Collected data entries

..........

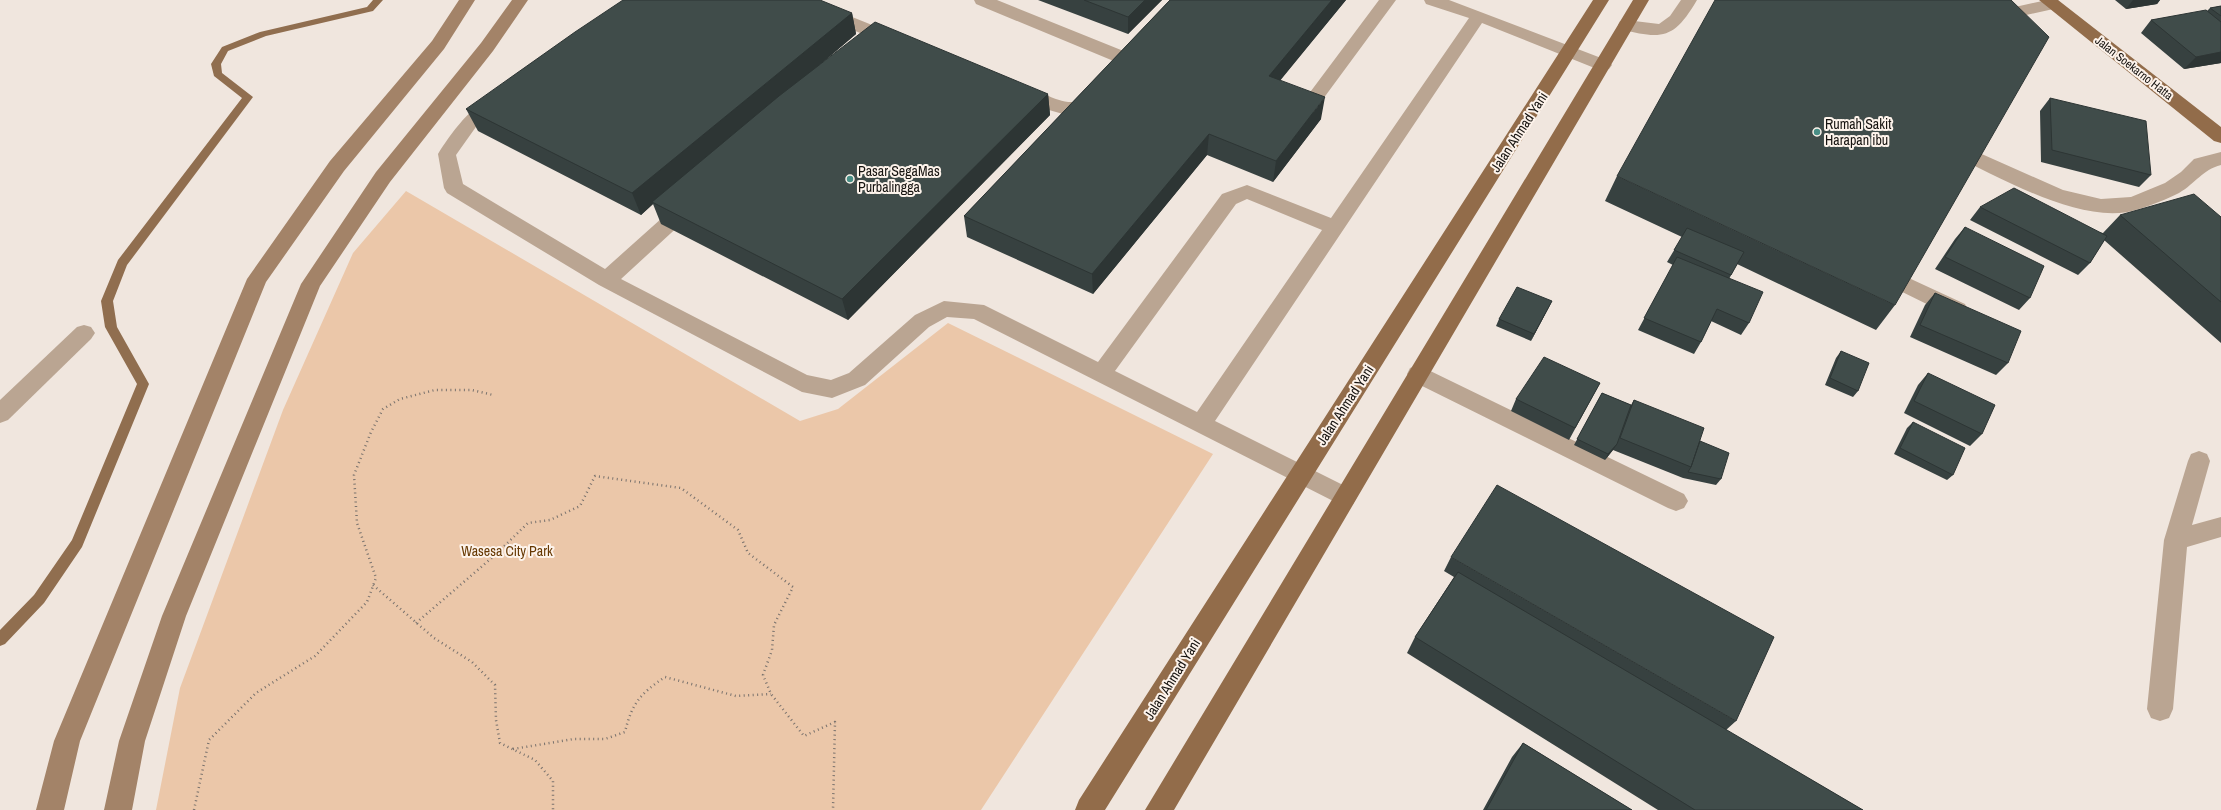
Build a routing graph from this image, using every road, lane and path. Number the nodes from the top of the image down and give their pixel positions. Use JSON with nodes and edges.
{"nodes":[{"id":1,"x":467,"y":0,"type":"edge"},
{"id":2,"x":520,"y":0,"type":"edge"},
{"id":3,"x":795,"y":0,"type":"edge"},
{"id":4,"x":982,"y":0,"type":"edge"},
{"id":5,"x":1388,"y":0,"type":"edge"},
{"id":6,"x":1432,"y":0,"type":"edge"},
{"id":7,"x":1601,"y":0,"type":"edge"},
{"id":8,"x":1641,"y":0,"type":"edge"},
{"id":9,"x":1688,"y":0,"type":"edge"},
{"id":10,"x":2044,"y":4,"type":"edge"},
{"id":11,"x":1479,"y":16,"type":"junction"},
{"id":12,"x":1999,"y":17,"type":"edge"},
{"id":13,"x":1626,"y":25,"type":"junction"},
{"id":14,"x":876,"y":39,"type":"edge"},
{"id":15,"x":1570,"y":52,"type":"junction"},
{"id":16,"x":1603,"y":65,"type":"junction"},
{"id":17,"x":1008,"y":87,"type":"edge"},
{"id":18,"x":511,"y":94,"type":"edge"},
{"id":19,"x":1317,"y":95,"type":"edge"},
{"id":20,"x":2221,"y":137,"type":"edge"},
{"id":21,"x":1957,"y":149,"type":"edge"},
{"id":22,"x":2213,"y":160,"type":"edge"},
{"id":23,"x":700,"y":194,"type":"edge"},
{"id":24,"x":1335,"y":227,"type":"junction"},
{"id":25,"x":1884,"y":277,"type":"edge"},
{"id":26,"x":606,"y":280,"type":"junction"},
{"id":27,"x":1978,"y":319,"type":"edge"},
{"id":28,"x":84,"y":333,"type":"dead end"},
{"id":29,"x":1102,"y":373,"type":"junction"},
{"id":30,"x":1418,"y":374,"type":"junction"},
{"id":31,"x":493,"y":395,"type":"dead end"},
{"id":32,"x":0,"y":414,"type":"edge"},
{"id":33,"x":1201,"y":423,"type":"junction"},
{"id":34,"x":2199,"y":461,"type":"dead end"},
{"id":35,"x":1301,"y":473,"type":"junction"},
{"id":36,"x":1345,"y":497,"type":"junction"},
{"id":37,"x":1676,"y":501,"type":"dead end"},
{"id":38,"x":2221,"y":527,"type":"edge"},
{"id":39,"x":2176,"y":540,"type":"junction"},
{"id":40,"x":373,"y":585,"type":"junction"},
{"id":41,"x":416,"y":623,"type":"junction"},
{"id":42,"x":771,"y":694,"type":"junction"},
{"id":43,"x":2160,"y":709,"type":"dead end"},
{"id":44,"x":513,"y":749,"type":"junction"},
{"id":45,"x":50,"y":810,"type":"edge"},
{"id":46,"x":118,"y":810,"type":"edge"},
{"id":47,"x":194,"y":810,"type":"edge"},
{"id":48,"x":553,"y":810,"type":"edge"},
{"id":49,"x":833,"y":810,"type":"edge"},
{"id":50,"x":1090,"y":810,"type":"edge"},
{"id":51,"x":1159,"y":810,"type":"edge"}],
"edges":[{"from":1,"to":45,"type":"street"},
{"from":2,"to":46,"type":"street"},
{"from":3,"to":14,"type":"street"},
{"from":4,"to":17,"type":"street"},
{"from":5,"to":19,"type":"street"},
{"from":6,"to":11,"type":"street"},
{"from":7,"to":15,"type":"main road","name":"Jalan Ahmad Yani"},
{"from":8,"to":13,"type":"main road"},
{"from":9,"to":13,"type":"street"},
{"from":10,"to":12,"type":"street"},
{"from":10,"to":20,"type":"main road","name":"Jalan Soekarno Hatta"},
{"from":11,"to":15,"type":"street"},
{"from":11,"to":24,"type":"street"},
{"from":13,"to":16,"type":"main road"},
{"from":15,"to":16,"type":"street"},
{"from":15,"to":35,"type":"main road","name":"Jalan Ahmad Yani"},
{"from":16,"to":30,"type":"main road"},
{"from":18,"to":26,"type":"street"},
{"from":21,"to":22,"type":"street"},
{"from":23,"to":26,"type":"street"},
{"from":24,"to":29,"type":"street"},
{"from":24,"to":33,"type":"street"},
{"from":25,"to":27,"type":"street"},
{"from":26,"to":29,"type":"street"},
{"from":28,"to":32,"type":"street"},
{"from":29,"to":33,"type":"street"},
{"from":30,"to":36,"type":"main road"},
{"from":30,"to":37,"type":"street"},
{"from":31,"to":40,"type":"path"},
{"from":33,"to":35,"type":"street"},
{"from":34,"to":39,"type":"street"},
{"from":35,"to":36,"type":"street"},
{"from":35,"to":50,"type":"main road","name":"Jalan Ahmad Yani"},
{"from":36,"to":51,"type":"main road"},
{"from":38,"to":39,"type":"street"},
{"from":39,"to":43,"type":"street"},
{"from":40,"to":41,"type":"path"},
{"from":40,"to":47,"type":"path"},
{"from":41,"to":42,"type":"path"},
{"from":41,"to":44,"type":"path"},
{"from":42,"to":44,"type":"path"},
{"from":42,"to":49,"type":"path"},
{"from":44,"to":48,"type":"path"}]}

..........

**What you should do:** Repeat every entry exactly, but leave out the pictures.

**Result of this exercise:**
Build a routing graph from this image, using every road, lane and path. Number the nodes from the top of the image down and give their pixel positions. Use JSON with nodes and edges.
{"nodes":[{"id":1,"x":467,"y":0,"type":"edge"},
{"id":2,"x":520,"y":0,"type":"edge"},
{"id":3,"x":795,"y":0,"type":"edge"},
{"id":4,"x":982,"y":0,"type":"edge"},
{"id":5,"x":1388,"y":0,"type":"edge"},
{"id":6,"x":1432,"y":0,"type":"edge"},
{"id":7,"x":1601,"y":0,"type":"edge"},
{"id":8,"x":1641,"y":0,"type":"edge"},
{"id":9,"x":1688,"y":0,"type":"edge"},
{"id":10,"x":2044,"y":4,"type":"edge"},
{"id":11,"x":1479,"y":16,"type":"junction"},
{"id":12,"x":1999,"y":17,"type":"edge"},
{"id":13,"x":1626,"y":25,"type":"junction"},
{"id":14,"x":876,"y":39,"type":"edge"},
{"id":15,"x":1570,"y":52,"type":"junction"},
{"id":16,"x":1603,"y":65,"type":"junction"},
{"id":17,"x":1008,"y":87,"type":"edge"},
{"id":18,"x":511,"y":94,"type":"edge"},
{"id":19,"x":1317,"y":95,"type":"edge"},
{"id":20,"x":2221,"y":137,"type":"edge"},
{"id":21,"x":1957,"y":149,"type":"edge"},
{"id":22,"x":2213,"y":160,"type":"edge"},
{"id":23,"x":700,"y":194,"type":"edge"},
{"id":24,"x":1335,"y":227,"type":"junction"},
{"id":25,"x":1884,"y":277,"type":"edge"},
{"id":26,"x":606,"y":280,"type":"junction"},
{"id":27,"x":1978,"y":319,"type":"edge"},
{"id":28,"x":84,"y":333,"type":"dead end"},
{"id":29,"x":1102,"y":373,"type":"junction"},
{"id":30,"x":1418,"y":374,"type":"junction"},
{"id":31,"x":493,"y":395,"type":"dead end"},
{"id":32,"x":0,"y":414,"type":"edge"},
{"id":33,"x":1201,"y":423,"type":"junction"},
{"id":34,"x":2199,"y":461,"type":"dead end"},
{"id":35,"x":1301,"y":473,"type":"junction"},
{"id":36,"x":1345,"y":497,"type":"junction"},
{"id":37,"x":1676,"y":501,"type":"dead end"},
{"id":38,"x":2221,"y":527,"type":"edge"},
{"id":39,"x":2176,"y":540,"type":"junction"},
{"id":40,"x":373,"y":585,"type":"junction"},
{"id":41,"x":416,"y":623,"type":"junction"},
{"id":42,"x":771,"y":694,"type":"junction"},
{"id":43,"x":2160,"y":709,"type":"dead end"},
{"id":44,"x":513,"y":749,"type":"junction"},
{"id":45,"x":50,"y":810,"type":"edge"},
{"id":46,"x":118,"y":810,"type":"edge"},
{"id":47,"x":194,"y":810,"type":"edge"},
{"id":48,"x":553,"y":810,"type":"edge"},
{"id":49,"x":833,"y":810,"type":"edge"},
{"id":50,"x":1090,"y":810,"type":"edge"},
{"id":51,"x":1159,"y":810,"type":"edge"}],
"edges":[{"from":1,"to":45,"type":"street"},
{"from":2,"to":46,"type":"street"},
{"from":3,"to":14,"type":"street"},
{"from":4,"to":17,"type":"street"},
{"from":5,"to":19,"type":"street"},
{"from":6,"to":11,"type":"street"},
{"from":7,"to":15,"type":"main road","name":"Jalan Ahmad Yani"},
{"from":8,"to":13,"type":"main road"},
{"from":9,"to":13,"type":"street"},
{"from":10,"to":12,"type":"street"},
{"from":10,"to":20,"type":"main road","name":"Jalan Soekarno Hatta"},
{"from":11,"to":15,"type":"street"},
{"from":11,"to":24,"type":"street"},
{"from":13,"to":16,"type":"main road"},
{"from":15,"to":16,"type":"street"},
{"from":15,"to":35,"type":"main road","name":"Jalan Ahmad Yani"},
{"from":16,"to":30,"type":"main road"},
{"from":18,"to":26,"type":"street"},
{"from":21,"to":22,"type":"street"},
{"from":23,"to":26,"type":"street"},
{"from":24,"to":29,"type":"street"},
{"from":24,"to":33,"type":"street"},
{"from":25,"to":27,"type":"street"},
{"from":26,"to":29,"type":"street"},
{"from":28,"to":32,"type":"street"},
{"from":29,"to":33,"type":"street"},
{"from":30,"to":36,"type":"main road"},
{"from":30,"to":37,"type":"street"},
{"from":31,"to":40,"type":"path"},
{"from":33,"to":35,"type":"street"},
{"from":34,"to":39,"type":"street"},
{"from":35,"to":36,"type":"street"},
{"from":35,"to":50,"type":"main road","name":"Jalan Ahmad Yani"},
{"from":36,"to":51,"type":"main road"},
{"from":38,"to":39,"type":"street"},
{"from":39,"to":43,"type":"street"},
{"from":40,"to":41,"type":"path"},
{"from":40,"to":47,"type":"path"},
{"from":41,"to":42,"type":"path"},
{"from":41,"to":44,"type":"path"},
{"from":42,"to":44,"type":"path"},
{"from":42,"to":49,"type":"path"},
{"from":44,"to":48,"type":"path"}]}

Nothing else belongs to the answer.